*MATERIAL PROVIDED*
▽
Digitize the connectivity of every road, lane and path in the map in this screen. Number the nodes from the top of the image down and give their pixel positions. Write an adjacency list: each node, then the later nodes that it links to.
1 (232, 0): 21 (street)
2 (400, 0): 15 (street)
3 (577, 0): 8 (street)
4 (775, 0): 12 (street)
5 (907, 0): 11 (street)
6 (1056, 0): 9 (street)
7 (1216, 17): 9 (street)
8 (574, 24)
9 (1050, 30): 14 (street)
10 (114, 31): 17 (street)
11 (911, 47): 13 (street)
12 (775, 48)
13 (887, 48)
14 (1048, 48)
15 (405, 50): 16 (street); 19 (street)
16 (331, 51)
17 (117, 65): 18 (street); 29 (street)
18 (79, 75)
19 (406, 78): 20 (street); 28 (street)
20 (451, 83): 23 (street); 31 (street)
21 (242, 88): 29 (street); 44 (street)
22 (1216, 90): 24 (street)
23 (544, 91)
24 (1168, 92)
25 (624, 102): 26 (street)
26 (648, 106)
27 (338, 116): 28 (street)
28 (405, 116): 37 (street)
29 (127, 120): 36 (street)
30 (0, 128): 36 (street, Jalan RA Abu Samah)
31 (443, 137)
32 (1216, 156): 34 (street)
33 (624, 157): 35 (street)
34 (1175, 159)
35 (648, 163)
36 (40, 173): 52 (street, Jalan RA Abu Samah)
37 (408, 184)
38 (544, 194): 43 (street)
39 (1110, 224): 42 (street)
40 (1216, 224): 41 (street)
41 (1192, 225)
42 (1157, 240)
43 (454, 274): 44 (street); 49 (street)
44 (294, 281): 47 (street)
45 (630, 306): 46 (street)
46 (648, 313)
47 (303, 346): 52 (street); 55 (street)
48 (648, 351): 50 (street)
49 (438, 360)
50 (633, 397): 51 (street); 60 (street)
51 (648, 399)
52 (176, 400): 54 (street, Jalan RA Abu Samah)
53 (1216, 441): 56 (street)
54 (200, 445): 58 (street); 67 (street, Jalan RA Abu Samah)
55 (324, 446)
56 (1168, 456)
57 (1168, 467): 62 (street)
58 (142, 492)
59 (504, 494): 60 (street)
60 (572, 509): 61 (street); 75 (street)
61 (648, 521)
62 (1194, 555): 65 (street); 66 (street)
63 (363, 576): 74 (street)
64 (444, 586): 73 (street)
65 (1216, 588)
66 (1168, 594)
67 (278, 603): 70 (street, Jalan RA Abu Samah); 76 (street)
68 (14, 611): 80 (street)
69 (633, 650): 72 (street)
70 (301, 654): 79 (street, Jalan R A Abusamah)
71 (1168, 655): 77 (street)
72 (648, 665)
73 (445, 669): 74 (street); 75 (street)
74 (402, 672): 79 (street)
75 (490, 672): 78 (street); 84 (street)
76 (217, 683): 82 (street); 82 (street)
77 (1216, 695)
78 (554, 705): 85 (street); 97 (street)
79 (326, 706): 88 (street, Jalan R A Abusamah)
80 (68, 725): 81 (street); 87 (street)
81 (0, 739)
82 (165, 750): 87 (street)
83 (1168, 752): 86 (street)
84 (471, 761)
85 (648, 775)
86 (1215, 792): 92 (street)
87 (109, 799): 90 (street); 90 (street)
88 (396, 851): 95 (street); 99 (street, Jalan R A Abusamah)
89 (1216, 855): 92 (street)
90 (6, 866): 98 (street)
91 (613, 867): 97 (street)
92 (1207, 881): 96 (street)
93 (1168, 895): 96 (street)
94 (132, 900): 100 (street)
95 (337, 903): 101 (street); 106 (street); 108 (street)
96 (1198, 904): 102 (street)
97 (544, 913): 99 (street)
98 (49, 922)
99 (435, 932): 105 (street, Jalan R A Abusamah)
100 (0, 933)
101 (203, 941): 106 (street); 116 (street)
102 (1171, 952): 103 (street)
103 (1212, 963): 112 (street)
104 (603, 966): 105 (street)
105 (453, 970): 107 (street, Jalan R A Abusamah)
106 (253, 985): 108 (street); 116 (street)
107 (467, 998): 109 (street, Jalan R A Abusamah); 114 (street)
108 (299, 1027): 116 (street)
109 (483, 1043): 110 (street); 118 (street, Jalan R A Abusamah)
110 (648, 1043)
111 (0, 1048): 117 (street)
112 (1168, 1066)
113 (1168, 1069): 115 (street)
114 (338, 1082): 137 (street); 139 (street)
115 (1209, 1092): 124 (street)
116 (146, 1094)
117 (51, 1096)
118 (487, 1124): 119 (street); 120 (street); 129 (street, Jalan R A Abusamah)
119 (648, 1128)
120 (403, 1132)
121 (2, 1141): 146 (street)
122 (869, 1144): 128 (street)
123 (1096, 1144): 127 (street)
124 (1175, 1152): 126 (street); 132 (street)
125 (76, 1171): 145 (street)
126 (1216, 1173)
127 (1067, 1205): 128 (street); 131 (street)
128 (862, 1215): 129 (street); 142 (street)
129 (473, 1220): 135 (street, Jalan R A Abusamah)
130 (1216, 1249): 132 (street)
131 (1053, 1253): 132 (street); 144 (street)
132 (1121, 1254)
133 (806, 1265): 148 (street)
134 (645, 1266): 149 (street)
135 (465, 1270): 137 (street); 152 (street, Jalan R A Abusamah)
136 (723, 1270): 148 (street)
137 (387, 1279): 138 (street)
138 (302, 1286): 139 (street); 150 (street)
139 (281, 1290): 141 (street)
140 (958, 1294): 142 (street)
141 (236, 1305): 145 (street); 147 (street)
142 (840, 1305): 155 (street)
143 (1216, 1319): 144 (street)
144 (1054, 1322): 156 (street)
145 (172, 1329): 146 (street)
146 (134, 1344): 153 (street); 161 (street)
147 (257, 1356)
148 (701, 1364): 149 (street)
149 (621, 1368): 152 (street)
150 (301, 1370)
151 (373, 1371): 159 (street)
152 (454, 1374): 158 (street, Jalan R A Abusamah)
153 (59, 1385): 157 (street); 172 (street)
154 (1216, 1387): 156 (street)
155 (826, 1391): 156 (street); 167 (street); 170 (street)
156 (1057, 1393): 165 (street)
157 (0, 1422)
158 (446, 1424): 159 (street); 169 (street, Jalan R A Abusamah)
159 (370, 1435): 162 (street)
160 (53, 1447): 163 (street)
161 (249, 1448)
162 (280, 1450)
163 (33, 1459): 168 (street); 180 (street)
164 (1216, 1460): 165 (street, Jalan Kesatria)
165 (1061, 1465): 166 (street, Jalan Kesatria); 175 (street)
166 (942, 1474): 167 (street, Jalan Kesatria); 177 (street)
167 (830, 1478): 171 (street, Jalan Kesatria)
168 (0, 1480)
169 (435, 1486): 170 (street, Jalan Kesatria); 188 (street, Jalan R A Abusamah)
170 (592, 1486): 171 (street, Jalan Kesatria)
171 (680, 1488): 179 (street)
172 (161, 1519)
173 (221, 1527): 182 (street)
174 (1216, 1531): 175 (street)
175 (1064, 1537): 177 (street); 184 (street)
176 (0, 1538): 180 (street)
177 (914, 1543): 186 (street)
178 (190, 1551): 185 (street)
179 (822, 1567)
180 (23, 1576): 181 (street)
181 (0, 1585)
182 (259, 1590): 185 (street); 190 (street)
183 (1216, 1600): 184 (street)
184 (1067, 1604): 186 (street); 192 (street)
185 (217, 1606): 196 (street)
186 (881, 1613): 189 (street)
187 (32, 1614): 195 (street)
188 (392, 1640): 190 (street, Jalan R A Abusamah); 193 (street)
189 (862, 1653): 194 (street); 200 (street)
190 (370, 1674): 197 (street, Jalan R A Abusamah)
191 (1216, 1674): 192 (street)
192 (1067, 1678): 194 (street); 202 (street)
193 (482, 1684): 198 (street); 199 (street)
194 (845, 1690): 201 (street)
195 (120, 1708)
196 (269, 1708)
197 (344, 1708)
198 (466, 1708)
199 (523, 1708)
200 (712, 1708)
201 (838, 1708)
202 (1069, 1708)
△
Scan the material above for the word "Kesatria", and copy every line in which it is found.

164 (1216, 1460): 165 (street, Jalan Kesatria)
165 (1061, 1465): 166 (street, Jalan Kesatria); 175 (street)
166 (942, 1474): 167 (street, Jalan Kesatria); 177 (street)
167 (830, 1478): 171 (street, Jalan Kesatria)
169 (435, 1486): 170 (street, Jalan Kesatria); 188 (street, Jalan R A Abusamah)
170 (592, 1486): 171 (street, Jalan Kesatria)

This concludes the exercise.